▶ Exercise objective:
Given the records below, would you repeat exactly the lines that begin at the one containing "g.lineJoin = 'round';" and end at the one containing "const shape = rows", inclusive?

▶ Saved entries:
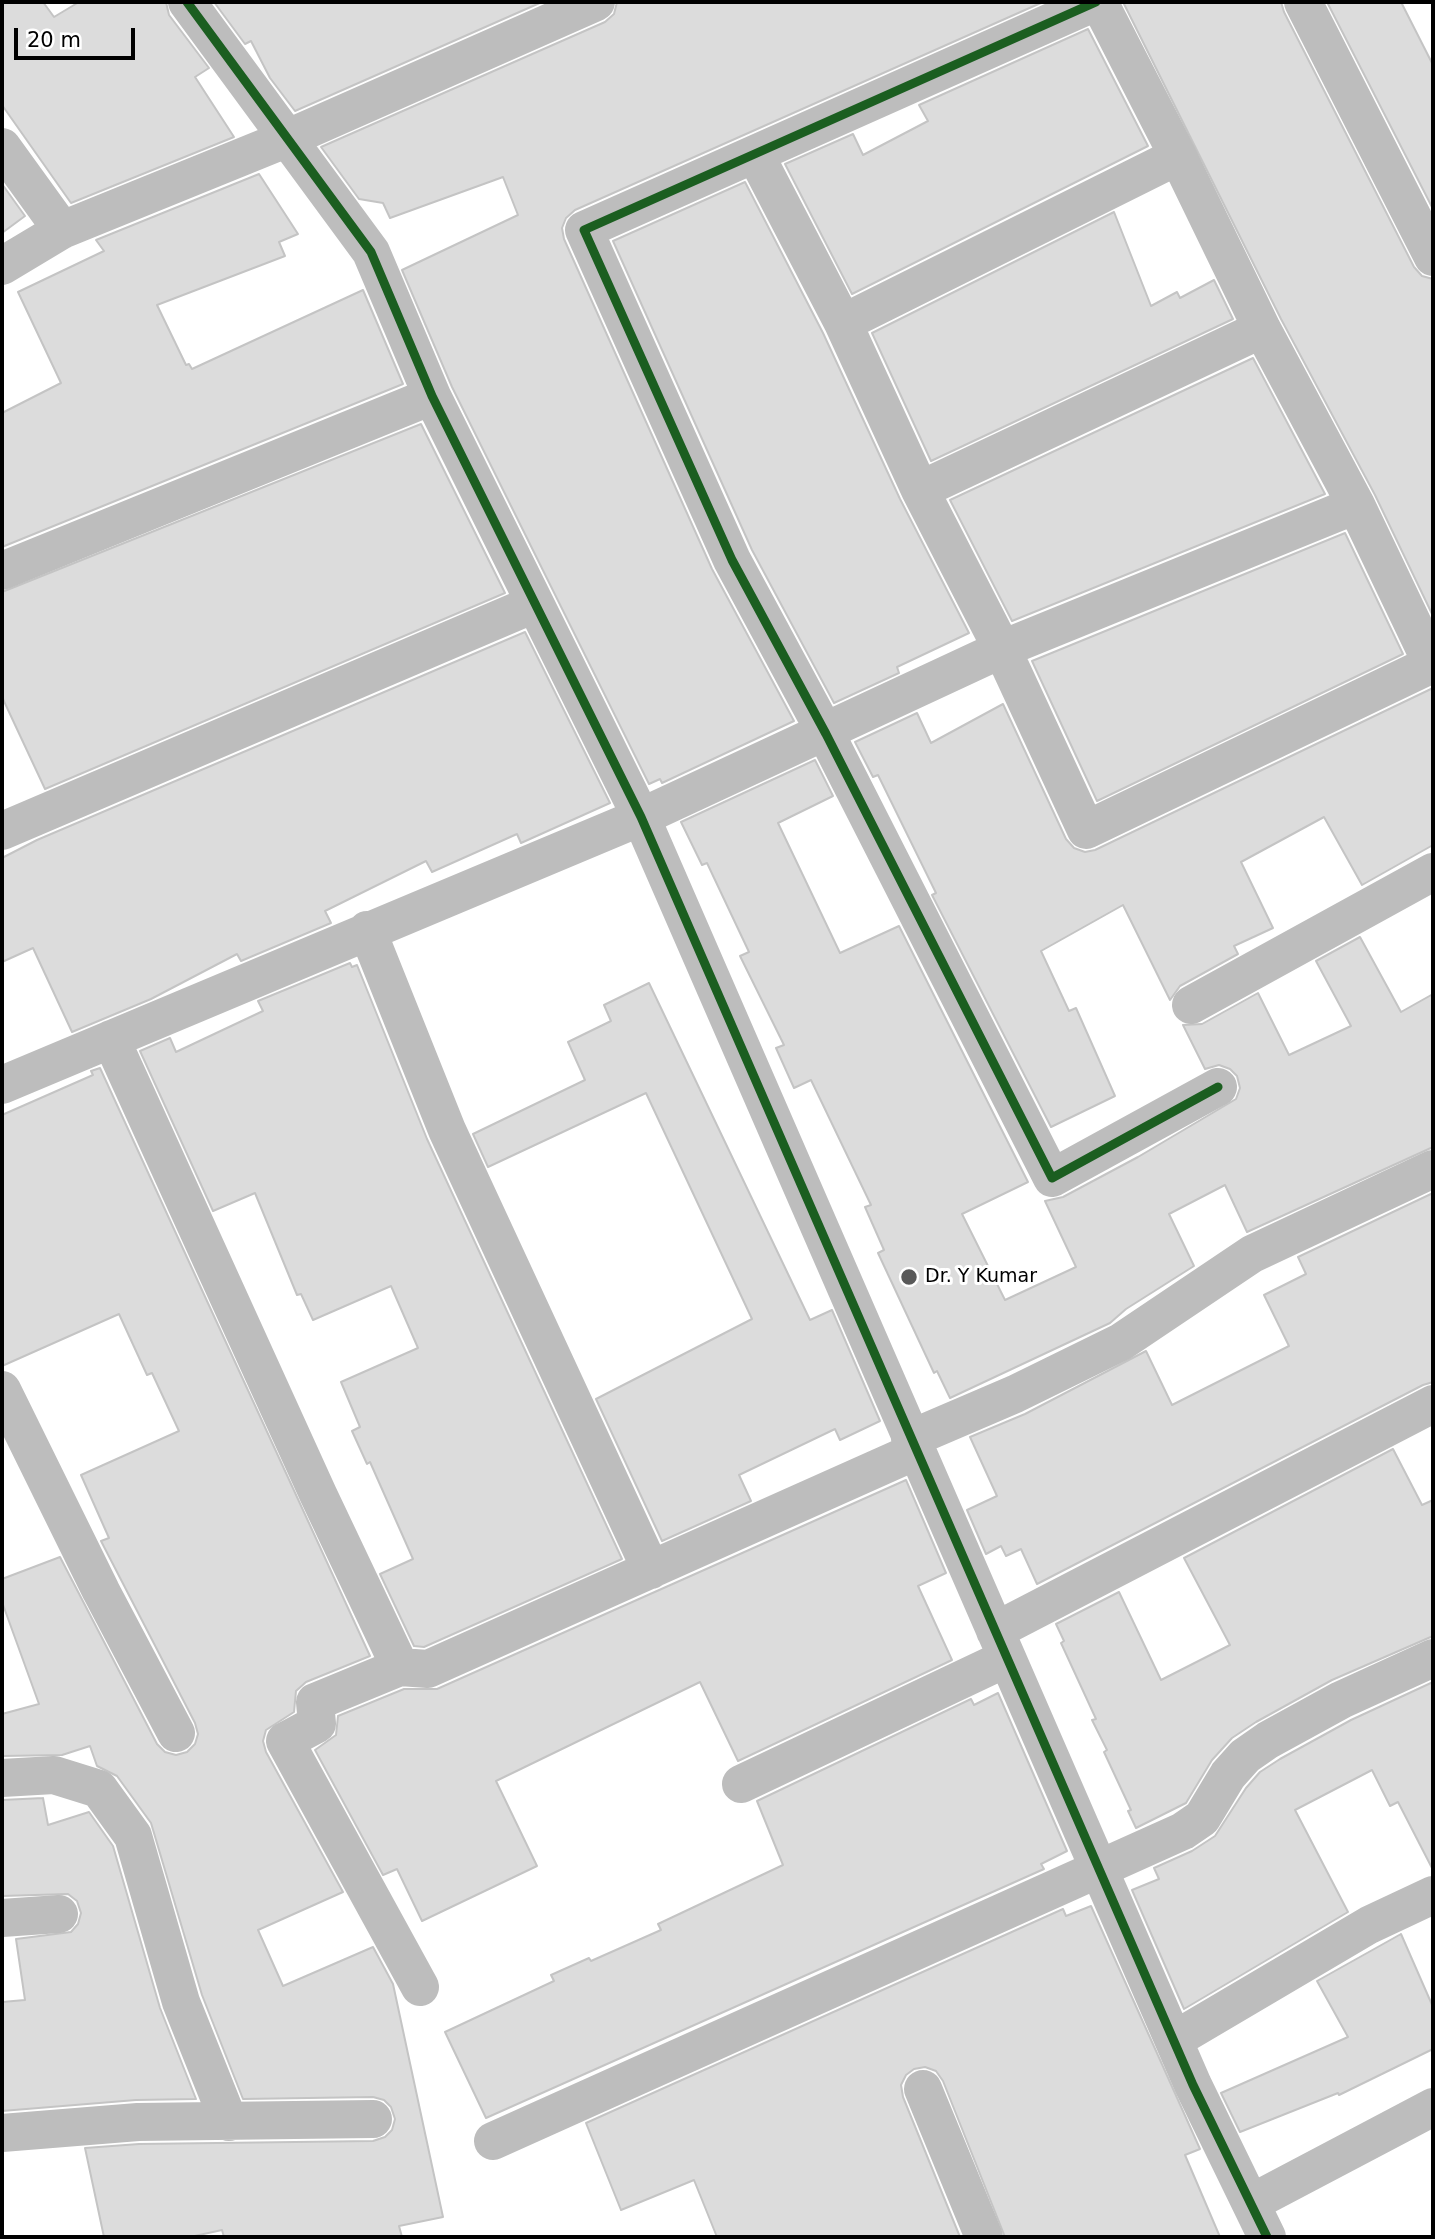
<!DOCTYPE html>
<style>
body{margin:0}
#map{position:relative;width:1435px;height:2239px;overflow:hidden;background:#fff;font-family:"DejaVu Sans",sans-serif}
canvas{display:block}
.frame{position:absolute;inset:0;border:4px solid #000;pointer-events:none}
.scale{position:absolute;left:14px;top:28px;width:121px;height:32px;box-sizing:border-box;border:4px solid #000;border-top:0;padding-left:9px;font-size:21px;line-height:24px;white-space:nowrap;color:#000;-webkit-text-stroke:5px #fff;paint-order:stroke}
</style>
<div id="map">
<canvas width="1435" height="2239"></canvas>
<div class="frame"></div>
<div class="scale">20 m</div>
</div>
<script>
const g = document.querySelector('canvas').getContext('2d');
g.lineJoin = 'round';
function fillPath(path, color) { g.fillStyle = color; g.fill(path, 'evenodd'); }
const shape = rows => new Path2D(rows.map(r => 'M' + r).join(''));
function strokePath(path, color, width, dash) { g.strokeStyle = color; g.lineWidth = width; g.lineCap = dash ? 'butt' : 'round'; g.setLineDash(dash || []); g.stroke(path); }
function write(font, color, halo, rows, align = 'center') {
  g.font = font + ' "DejaVu Sans",sans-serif'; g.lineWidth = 6; g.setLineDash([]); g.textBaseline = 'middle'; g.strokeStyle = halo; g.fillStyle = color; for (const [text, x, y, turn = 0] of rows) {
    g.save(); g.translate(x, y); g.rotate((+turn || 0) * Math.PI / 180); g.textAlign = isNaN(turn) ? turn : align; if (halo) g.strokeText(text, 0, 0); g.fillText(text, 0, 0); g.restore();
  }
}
const building = shape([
 [2,2,43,2,54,17,79,2,166,2,169,15,209,68,195,77,234,137,71,203,2,105,2,2],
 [214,2,542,2,295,111,270,78,251,41,245,44,214,2],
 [617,2,1043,2,575,210,566,218,562,228,564,239,712,569,794,721,662,783,660,779,649,784,452,387,402,270,518,215,503,177,390,218,383,203,359,199,321,147,605,22,614,14,617,2],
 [1123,2,1281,2,1284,12,1414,267,1422,276,1433,279,1433,616,1375,495,1281,319,1123,2],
 [1327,2,1401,2,1433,65,1433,209,1327,2],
 [1088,29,1148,146,852,294,785,164,853,134,863,155,928,121,919,105,1088,29],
 [259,174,298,234,279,242,285,256,157,305,186,365,189,364,192,369,363,290,403,384,2,547,2,413,61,383,18,292,104,251,96,240,259,174],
 [745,182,823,333,900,499,969,633,897,667,899,673,834,703,752,550,613,241,745,182],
 [2,184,25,216,2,233,2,184],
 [1114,212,1151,306,1177,292,1180,298,1214,280,1233,319,931,461,872,333,1114,212],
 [1253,358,1325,494,1012,621,950,500,1253,358],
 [421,424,505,593,45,789,2,697,2,592,421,424],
 [1345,533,1403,654,1097,801,1032,661,1345,533],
 [525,632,610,803,521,843,517,834,432,872,426,861,325,911,331,923,241,961,237,954,151,999,72,1032,33,948,2,962,2,858,37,840,525,632],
 [1433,688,1433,845,1362,885,1324,817,1241,862,1273,928,1234,946,1238,954,1180,986,1170,1000,1123,905,1041,951,1069,1011,1076,1008,1115,1096,1051,1127,932,895,936,893,878,775,873,777,855,742,917,713,931,743,1003,704,1066,839,1074,848,1085,852,1095,850,1433,688],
 [815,760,833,796,778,823,840,953,899,926,1028,1182,962,1214,1005,1300,1076,1267,1045,1201,1063,1197,1138,1157,1236,1099,1240,1088,1237,1076,1230,1069,1219,1065,1205,1069,1183,1025,1202,1024,1258,993,1289,1055,1351,1026,1316,961,1360,937,1401,1012,1433,994,1433,1147,1247,1232,1225,1185,1169,1214,1194,1266,1126,1309,1110,1323,950,1398,937,1371,934,1373,878,1253,884,1250,865,1207,871,1205,811,1080,794,1088,776,1048,784,1045,740,956,749,952,707,863,702,865,681,822,815,760],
 [350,963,352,967,357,965,427,1139,622,1559,424,1647,414,1646,380,1574,413,1559,370,1462,367,1464,352,1431,360,1427,341,1382,418,1348,391,1286,313,1320,301,1294,297,1295,255,1193,213,1211,140,1051,170,1038,176,1052,263,1011,258,1001,350,963],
 [649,983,810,1320,832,1310,880,1421,840,1440,835,1429,739,1475,751,1501,662,1541,596,1399,752,1319,646,1093,488,1167,473,1134,585,1080,568,1042,611,1021,604,1005,649,983],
 [100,1068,370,1656,306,1682,296,1691,294,1712,266,1730,263,1741,266,1752,343,1892,258,1930,283,1986,373,1947,393,1984,443,2217,399,2226,402,2237,224,2237,222,2230,190,2237,104,2237,85,2148,139,2144,373,2141,385,2137,392,2130,395,2119,391,2107,384,2100,373,2097,243,2099,202,1995,151,1823,117,1776,97,1766,90,1746,62,1755,2,1756,2,1714,39,1704,2,1602,2,1579,60,1557,157,1744,165,1752,176,1755,187,1752,195,1744,198,1734,195,1723,101,1541,109,1538,81,1475,179,1431,152,1373,147,1375,119,1314,2,1366,2,1115,93,1075,91,1071,100,1068],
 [1433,1193,1433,1382,1423,1385,1037,1584,1021,1549,1006,1556,1001,1546,986,1554,967,1510,997,1496,970,1437,1025,1414,1146,1351,1172,1405,1289,1346,1264,1295,1306,1274,1298,1257,1433,1193],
 [1393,1449,1422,1505,1433,1500,1433,1636,1332,1680,1256,1722,1232,1738,1212,1760,1186,1803,1136,1828,1128,1811,1131,1810,1104,1752,1107,1750,1092,1720,1096,1719,1061,1643,1064,1641,1056,1624,1119,1592,1161,1680,1230,1645,1184,1558,1393,1449],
 [906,1480,946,1573,918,1586,952,1660,738,1761,700,1682,496,1781,537,1866,422,1921,397,1869,383,1875,315,1750,336,1735,338,1716,404,1689,437,1689,906,1480],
 [1433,1682,1433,1870,1398,1802,1390,1806,1372,1770,1295,1810,1348,1912,1184,2009,1132,1890,1159,1879,1154,1868,1192,1851,1215,1836,1246,1788,1260,1772,1280,1759,1351,1720,1433,1682],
 [998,1693,1067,1851,1041,1864,1044,1869,486,2118,445,2032,554,1981,551,1975,589,1958,591,1961,661,1930,658,1924,783,1865,757,1801,971,1699,974,1705,998,1693],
 [43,1798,48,1825,89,1812,113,1846,160,2008,196,2099,136,2100,2,2111,2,2002,25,2000,16,1939,71,1932,78,1924,81,1913,77,1901,68,1894,2,1896,2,1800,43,1798],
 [1091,1906,1200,2149,1185,2155,1220,2237,1005,2237,943,2081,936,2071,925,2067,914,2069,906,2075,901,2085,903,2097,960,2237,717,2237,694,2180,621,2210,586,2123,1063,1909,1066,1916,1091,1906],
 [1401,1934,1433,2007,1433,2049,1339,2095,1338,2093,1240,2132,1221,2093,1348,2037,1317,1981,1401,1934]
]);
fillPath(building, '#dcdcdc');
strokePath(building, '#c4c4c4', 2);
strokePath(shape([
 [187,2,371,252,432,396,641,817,1193,2085,1267,2237],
 [1096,2,584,230,732,560,826,734,1052,1178,1218,1087],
 [1099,2,1178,156],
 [1303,2,1433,257],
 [2,147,62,230],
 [756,156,843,323,920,490,1002,649,1086,830,1432,664],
 [2,266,62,230,286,139,596,2],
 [843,323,1178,156,1262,329,1356,505,1433,666],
 [920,490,1262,329],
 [2,571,432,396],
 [2,831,534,604],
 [367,930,447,1130,651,1570],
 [1191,1005,1433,872],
 [111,1039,318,1494,400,1667],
 [2,1085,641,817,1002,649,1356,505],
 [2,1390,101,1591,176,1733],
 [910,1439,1015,1394,1121,1342,1252,1254,1433,1169],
 [995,1631,1433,1404],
 [2,1778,54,1775,99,1789,133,1836,181,2002,229,2122],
 [741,1784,1007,1658],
 [2,1918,59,1914],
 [420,1987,285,1741,317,1724,315,1702,400,1667,428,1669,916,1451],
 [1174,2040,1369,1925,1433,1895],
 [923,2089,984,2237],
 [2,2133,138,2122,373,2119],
 [493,2141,1183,1831,1202,1818,1228,1775,1245,1756,1268,1740,1341,1700,1433,1658],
 [1251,2203,1433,2107]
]), '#bdbdbd', 38);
strokePath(shape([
 [187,2,371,252,432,396,641,817,1193,2085,1267,2237],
 [1096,2,584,230,732,560,826,734,1052,1178,1218,1087]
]), '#1b5e20', 9);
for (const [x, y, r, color] of [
 [909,1277,9,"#595959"]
]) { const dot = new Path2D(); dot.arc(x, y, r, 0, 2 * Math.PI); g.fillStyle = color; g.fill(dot); strokePath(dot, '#fff', 2.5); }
write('19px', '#000', '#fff', [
 ["Dr. Y Kumar",925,1277]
], 'left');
</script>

▶ Problem solution:
g.lineJoin = 'round';
function fillPath(path, color) { g.fillStyle = color; g.fill(path, 'evenodd'); }
const shape = rows => new Path2D(rows.map(r => 'M' + r).join(''));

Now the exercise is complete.